09 Sep 2024 bởiAudrey Abella
Conservative excisional margin for small MIS tied to low recurrence

For small-sized melanoma in situ (MIS; <10 mm) on low-risk body sites, wide local excision (WLE) using a 5-mm margin was associated with a low rate of recurrence, a retrospective case series study has shown.

“[For MIS,] excision remains the gold standard treatment. This study shows that excision using 5-mm margins of MIS of smaller size on low-risk body sites is associated with low recurrence rates and high rates of reported margin clearance after standard histopathologic reporting by pathologists,” said the researchers.

The study included 351 MISs from 292 patients (mean age 60.3 years, 55.5 percent women). Of the lesions, 345 had clear histopathologic margins after initial WLE with 5-mm margin, while six lesions required more than one WLE to achieve adequate histologic margins. None had additional topical imiquimod or radiotherapy as adjuvant therapy. [JAMA Dermatol 2024;160:874-877]

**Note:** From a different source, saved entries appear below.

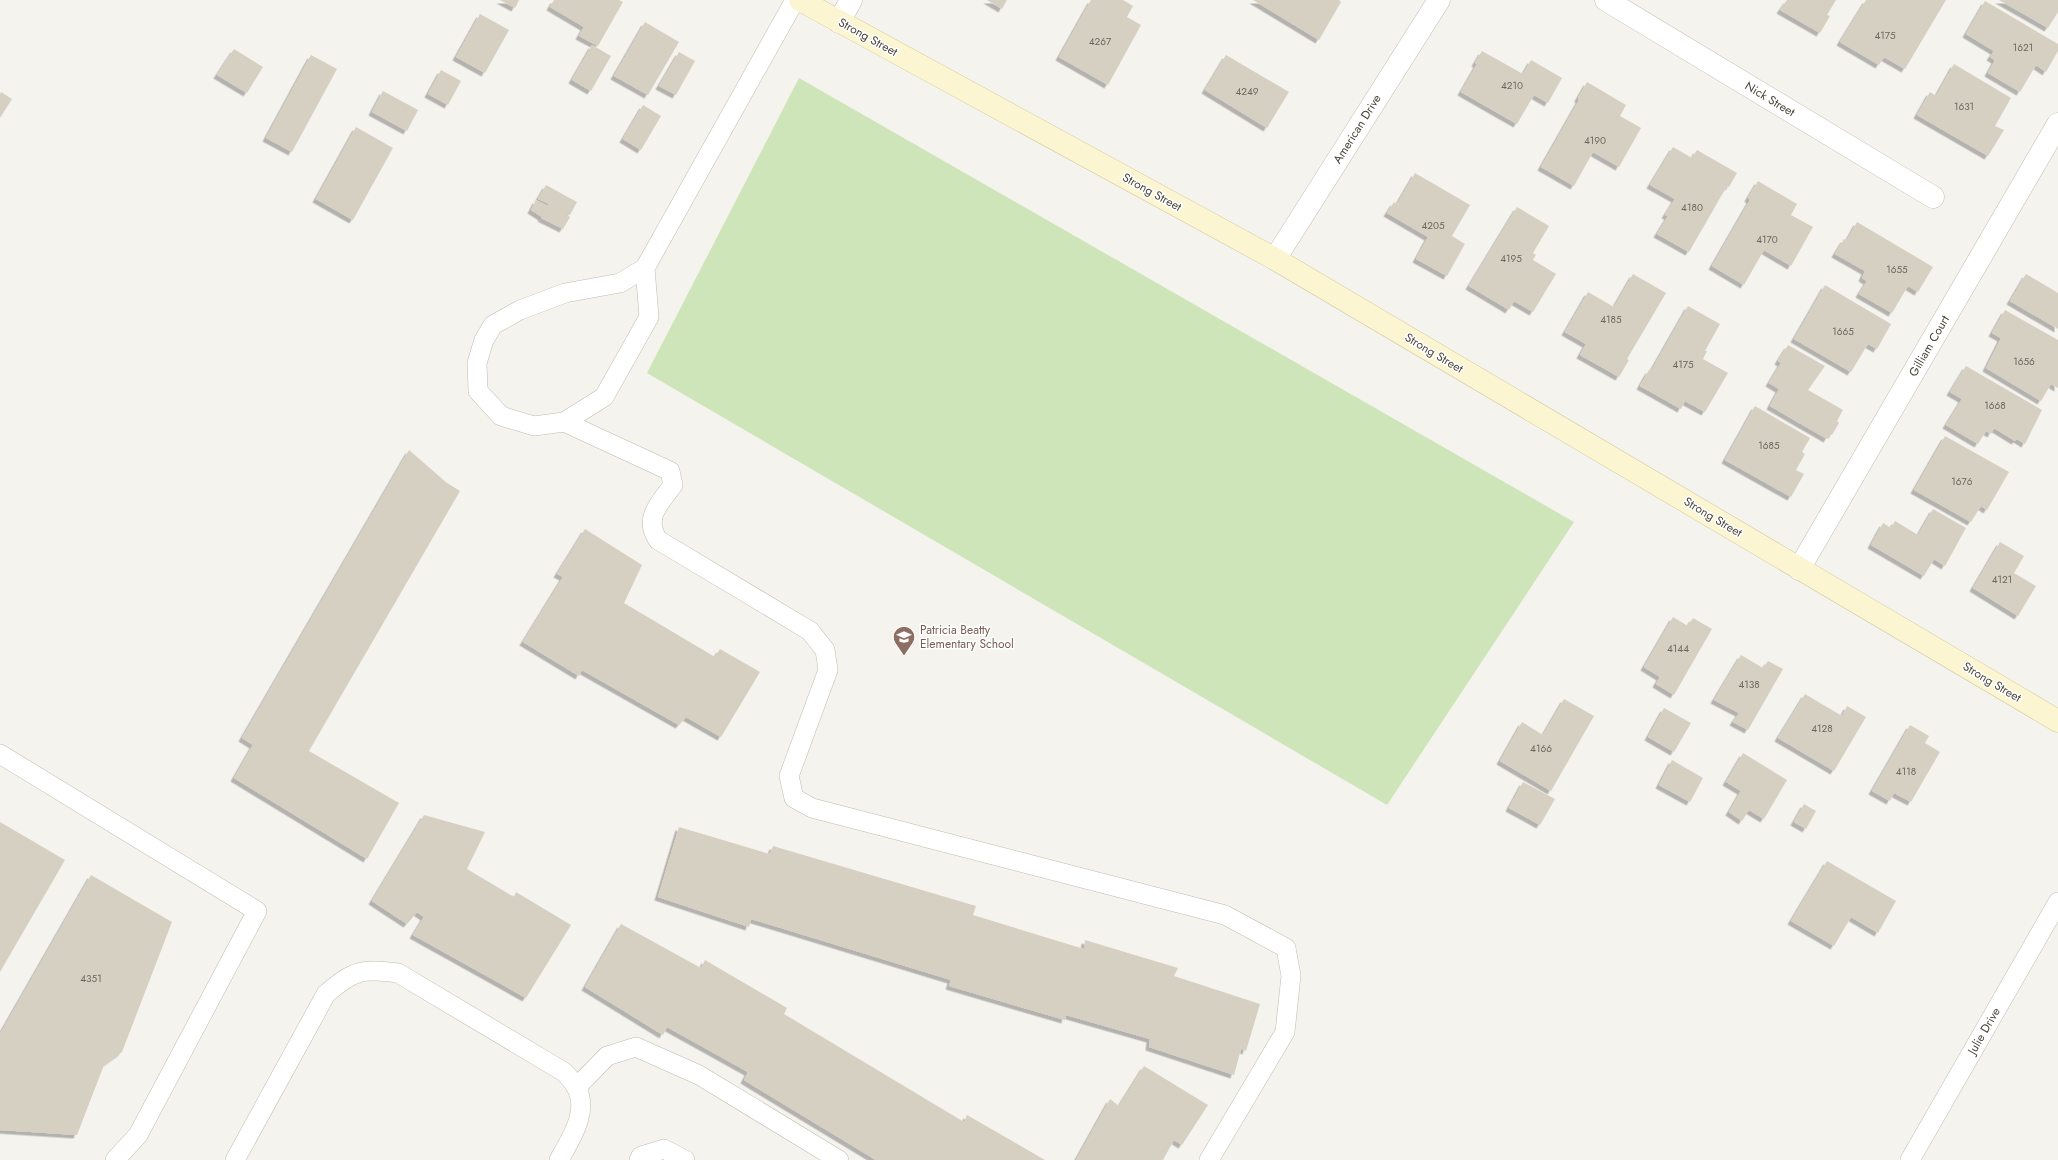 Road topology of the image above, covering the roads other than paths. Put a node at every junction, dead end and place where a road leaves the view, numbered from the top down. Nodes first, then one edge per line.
1 (795, 0) edge
2 (800, 0) edge
3 (852, 0) edge
4 (1439, 0) edge
5 (1606, 0) edge
6 (839, 22) junction
7 (2058, 124) edge
8 (1933, 197) dead end
9 (1275, 259) junction
10 (645, 268) junction
11 (564, 422) junction
12 (1799, 569) junction
13 (2058, 721) edge
14 (0, 754) edge
15 (2058, 902) edge
16 (577, 1087) junction
17 (115, 1160) edge
18 (235, 1160) edge
19 (559, 1160) edge
20 (639, 1160) edge
21 (685, 1160) edge
22 (839, 1160) edge
23 (1209, 1160) edge
24 (1910, 1160) edge

1 - 10 lane
2 - 6 street, Strong Street
3 - 6 street
4 - 9 street, American Drive
5 - 8 street, Nick Street
6 - 9 street, Strong Street
7 - 12 street, Gilliam Court
9 - 12 street, Strong Street
10 - 11 lane
10 - 11 lane
11 - 23 lane
12 - 13 street, Strong Street
14 - 17 lane
15 - 24 lane, Julie Drive
16 - 18 lane
16 - 19 lane
16 - 22 lane
20 - 21 lane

After a median follow-up of 7 years, only three MISs recurred locally within the previous excision scar with no regional or distal metastasis during the duration of the study. This corresponded to 0.9 percent. Almost all lesions (99.1 percent) had no documented recurrence.

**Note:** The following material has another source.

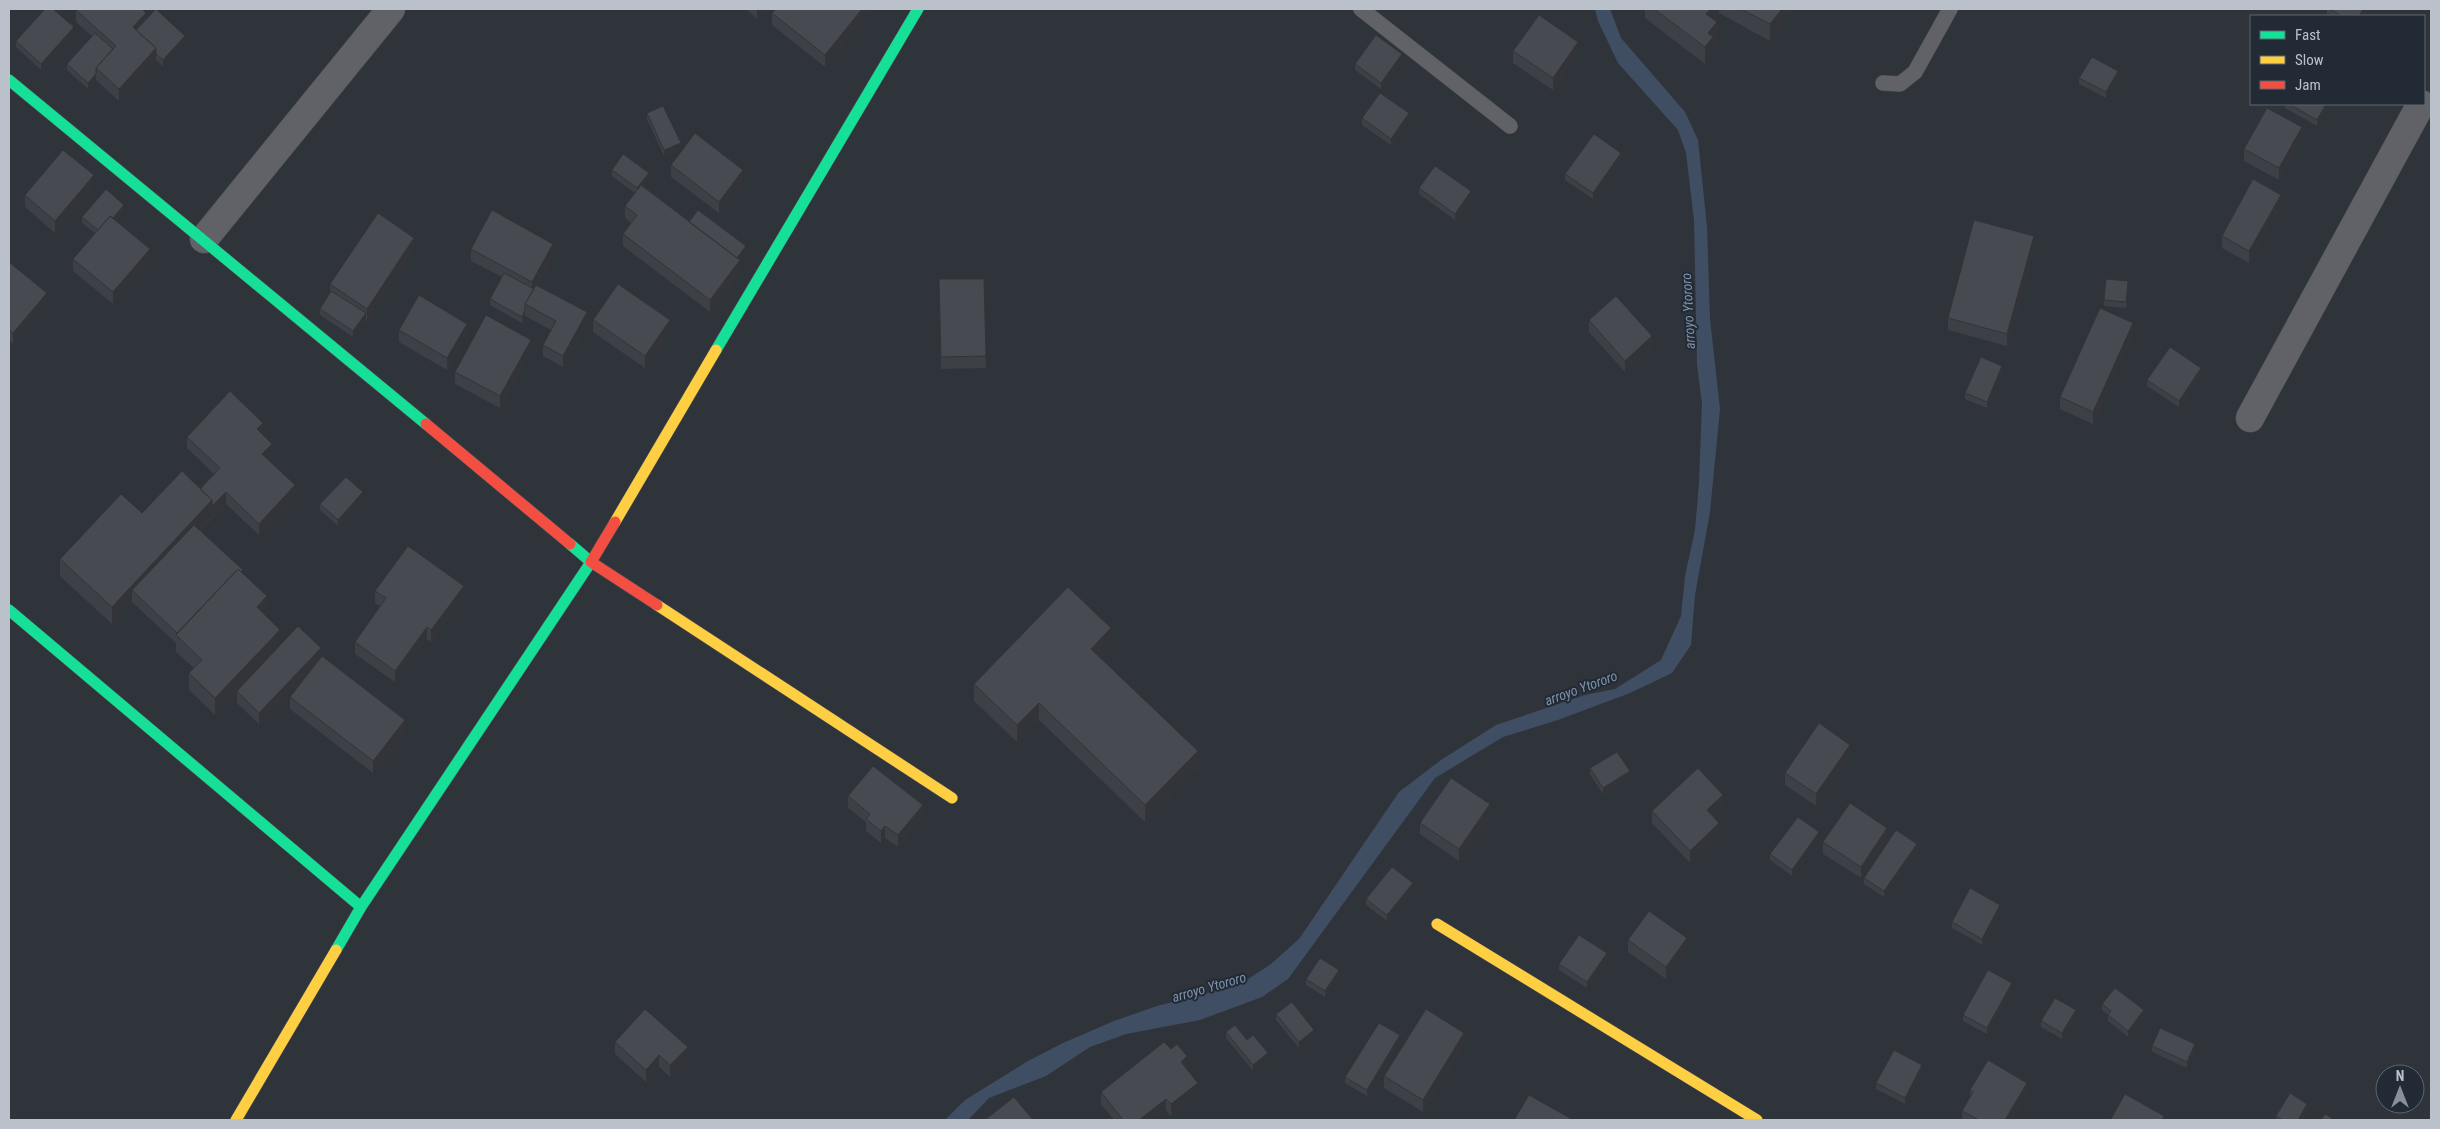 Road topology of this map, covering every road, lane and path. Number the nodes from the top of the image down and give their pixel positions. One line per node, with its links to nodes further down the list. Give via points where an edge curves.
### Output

Furthermore, all recurrences were re-excised with clear margins, and no further recurrence was reported after at least 5 years of additional follow-up.

Lesion characteristics

The mean dimensions of the diagnosed lesions were 6 × 5 mm. Three-quarters (78.1 percent) of the lesions had a length <10 mm, and 88.9 percent had a width <10 mm.

The most common subtype diagnosed was superficial spreading melanoma (50.4 percent), followed by lentigo maligna (30.5 percent) and lentiginous MIS (19.1 percent). About half (47.9 percent) of the lesions were found in the trunk, while the rest were in the upper (27.4 percent) and lower limbs (16.8 percent).

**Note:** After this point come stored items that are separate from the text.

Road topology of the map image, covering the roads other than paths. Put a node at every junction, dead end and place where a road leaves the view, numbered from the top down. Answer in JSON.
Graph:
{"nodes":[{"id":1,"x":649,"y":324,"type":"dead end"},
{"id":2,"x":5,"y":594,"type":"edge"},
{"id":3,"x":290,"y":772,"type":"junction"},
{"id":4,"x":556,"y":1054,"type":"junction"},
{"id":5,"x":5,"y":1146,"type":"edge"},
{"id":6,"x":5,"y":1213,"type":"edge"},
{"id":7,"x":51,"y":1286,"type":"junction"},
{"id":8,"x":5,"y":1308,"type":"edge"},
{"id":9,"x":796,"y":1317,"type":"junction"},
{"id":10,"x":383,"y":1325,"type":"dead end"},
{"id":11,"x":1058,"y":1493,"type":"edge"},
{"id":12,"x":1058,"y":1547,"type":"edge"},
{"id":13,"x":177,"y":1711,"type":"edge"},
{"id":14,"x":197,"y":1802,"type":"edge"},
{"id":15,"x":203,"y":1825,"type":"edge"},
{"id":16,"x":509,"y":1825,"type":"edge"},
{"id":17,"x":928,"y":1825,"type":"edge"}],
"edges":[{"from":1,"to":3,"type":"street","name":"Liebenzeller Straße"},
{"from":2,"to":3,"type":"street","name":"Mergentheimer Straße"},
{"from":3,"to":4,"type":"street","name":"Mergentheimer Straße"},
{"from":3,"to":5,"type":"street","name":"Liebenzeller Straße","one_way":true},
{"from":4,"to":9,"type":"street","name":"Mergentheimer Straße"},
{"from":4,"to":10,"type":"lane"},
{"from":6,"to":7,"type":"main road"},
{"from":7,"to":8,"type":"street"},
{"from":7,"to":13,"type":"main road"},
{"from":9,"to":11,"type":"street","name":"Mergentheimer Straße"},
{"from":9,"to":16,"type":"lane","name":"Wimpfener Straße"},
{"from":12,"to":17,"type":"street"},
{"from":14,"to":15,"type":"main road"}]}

Seventy percent of the lesions had undergone initial excisional biopsy, while the remaining 30 percent had shave excision.

Reduced morbidity, costs

In the Mohs micrographic surgery studies, the reported rate of recurrence for MIS has been between 0.26 percent and 1.1 percent, with excisional margins between 6 and 12 mm. [JAAD Int 2022;7:169-176; JAMA Dermatol 2017;153:436-441; J Am Acad Dermatol 2005;52:92-100; Dermatol Surg 2000;26:771-784]

“This study demonstrated a comparable 0.9-percent recurrence rate achieved with a conservative 5-mm excisional margin. This shows that using a 5-mm margin for MIS of smaller size (<10 mm) may reduce morbidity and cost associated with treatment without compromising patient outcomes in a selected population of lesions,” the researchers explained.

However, according to the researchers, the six lesions that required repeat surgery implies that a smaller margin may infer a higher risk of positive margins that require further excisions, which has associated cost and logistical burden.

Also, the findings may not be applicable to larger or more ill-defined lesions or those in high-risk areas, as these may require substantially wider excision margins. [J Am Acad Dermatol 2002;47:743-748; Arch Dermatol 2004;140:1087-1092]

“[Nonetheless,] conservative 5-mm excisional margin is likely to be suitable for small MIS on lower-risk body sites,” said the researchers. “Further studies should be done to explore the applicability of simple complete excision in small MIS.”